As I'm writing this I'm sorry to say that as I was preparing for my comeback which was supposed to be this spring, and will obviously not happen because of the virus situation going on all over the world. Still, as I was training for my comeback in January, I got hit by a ball which was just ice and snow. It was as hard as a bowlingball. The ball hit me in my face, and the next day and the day after that, I didn't even remember it happening at all. So I continued training normally..
3 days later I had problems with my vision and didn’t know where I was standing when I was in front of the goal. I jumped straight into the post.. I didn't hit my head but I did hit my lower back and at the same time I had a whiplash kind of motion with my neck, and after all this I was out for a couple of weeks. I was going through some really bad symptoms, and I still have a lot of them..
Now I have 9 diagnosed concussions.. I continued training in February and as I'm writing this now, on April 1st 2020, it's been just four days since my last practice and it went well. I know the next hit might be the last one. My neurologist just told me straight to my face that I'm playing with my life, and every time I go out on that field it really is a matter of life and death.
I know all this, and you can call me stupid, but it's just so hard for me to walk out of the game that I love. As I'm still able to play and I know I can play on a high level if I just stay healthy and don't get any more hits to my head, and don't get any other big injuries either.
I just wanted to show everyone suffering with brain injuries that you can come back from anything.

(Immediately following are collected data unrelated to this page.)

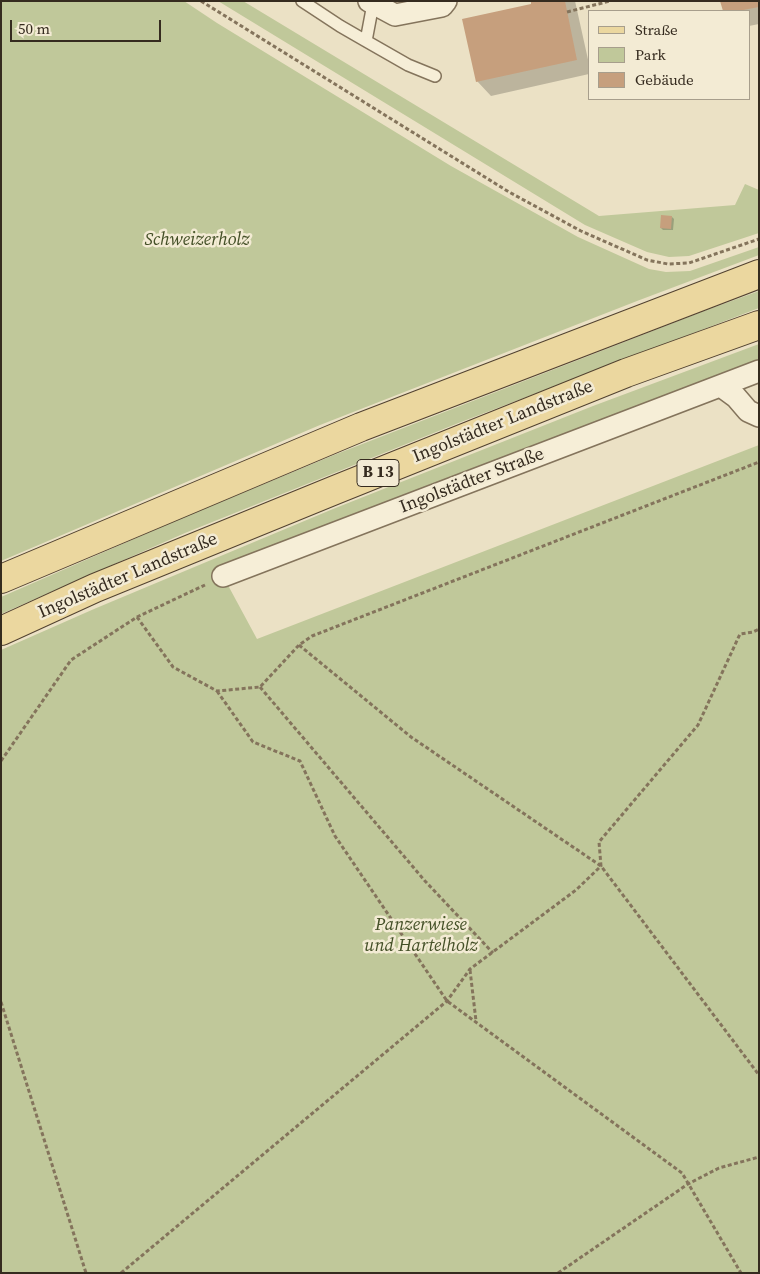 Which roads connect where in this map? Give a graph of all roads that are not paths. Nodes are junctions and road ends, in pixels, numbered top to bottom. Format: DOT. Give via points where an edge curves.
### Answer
graph roads {
  1 [pos="302,1"];
  2 [pos="446,1"];
  3 [pos="371,3"];
  4 [pos="366,41"];
  5 [pos="435,76"];
  6 [pos="759,274"];
  7 [pos="759,325"];
  8 [pos="759,371"];
  9 [pos="721,386"];
  10 [pos="759,416"];
  11 [pos="223,576"];
  12 [pos="1,579"];
  13 [pos="1,631"];
  1 -- 4 [label="lane"];
  2 -- 3 [label="street" via="442,6 395,15"];
  3 -- 4 [label="lane"];
  4 -- 5 [label="lane"];
  6 -- 12 [label="main road" via="361,426"];
  7 -- 13 [label="main road, Ingolstädter Landstraße / B 13" via="626,373 335,490 95,588"];
  8 -- 9 [label="street, Ingolstädter Straße"];
  9 -- 10 [label="street" via="748,411"];
  9 -- 11 [label="street, Ingolstädter Straße"];
}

No matter what anyone else says. It’s been my number one priority, and I want to keep on going. During these years living with traumatic brain injury, I've been through pretty much everything that comes with it. Depression, anxiety, suicidal thoughts, migraines, I have a headache from the moment I wake up to the moment I go to sleep, mood swings and a lot more.
I was described a lot of different medication especially during the years before the right diagnosis. All these pills were the kind that get you easily addicted. So yeah, there was a substance abuse problem I'm not hiding behind anymore.
Today it's going better. I don't drink any alcohol anymore. It was a trigger for blackout rage attacks, where I was not in control at all. When it comes to the medication right now, I only have medication for my migraines and for my mood swings, that’s it. I know a lot of these concussions could have been avoided if I just stopped playing when I got the diagnosis, but football and playing as a goalkeeper is such a big part of me, so I just can't walk away for as long as I can play the way I can play right now.
Every time I'm out on that field whether it's training alone or playing a game THAT’S my real medicine. I feel so much better afterwards, and I don't need any other medication those days. Even after telling you all of this, I'm still saying to all of you who are in the same kind of situation not to continue playing.
There is life after sports, I just don’t know how my life looks like after my career is over. Right now I don't know where I am when it comes to continuing playing. With everything going on in the world right now, it has given me the time to think about all these things- Like what is the next step? Right now, I’m not sure.
I want to thank TBIOneLove for the awesome work you’re doing for raising awareness about TBI. For everyone reading this, stay safe and whatever you’re going through right now, thongs will get better, and the sun will shine again.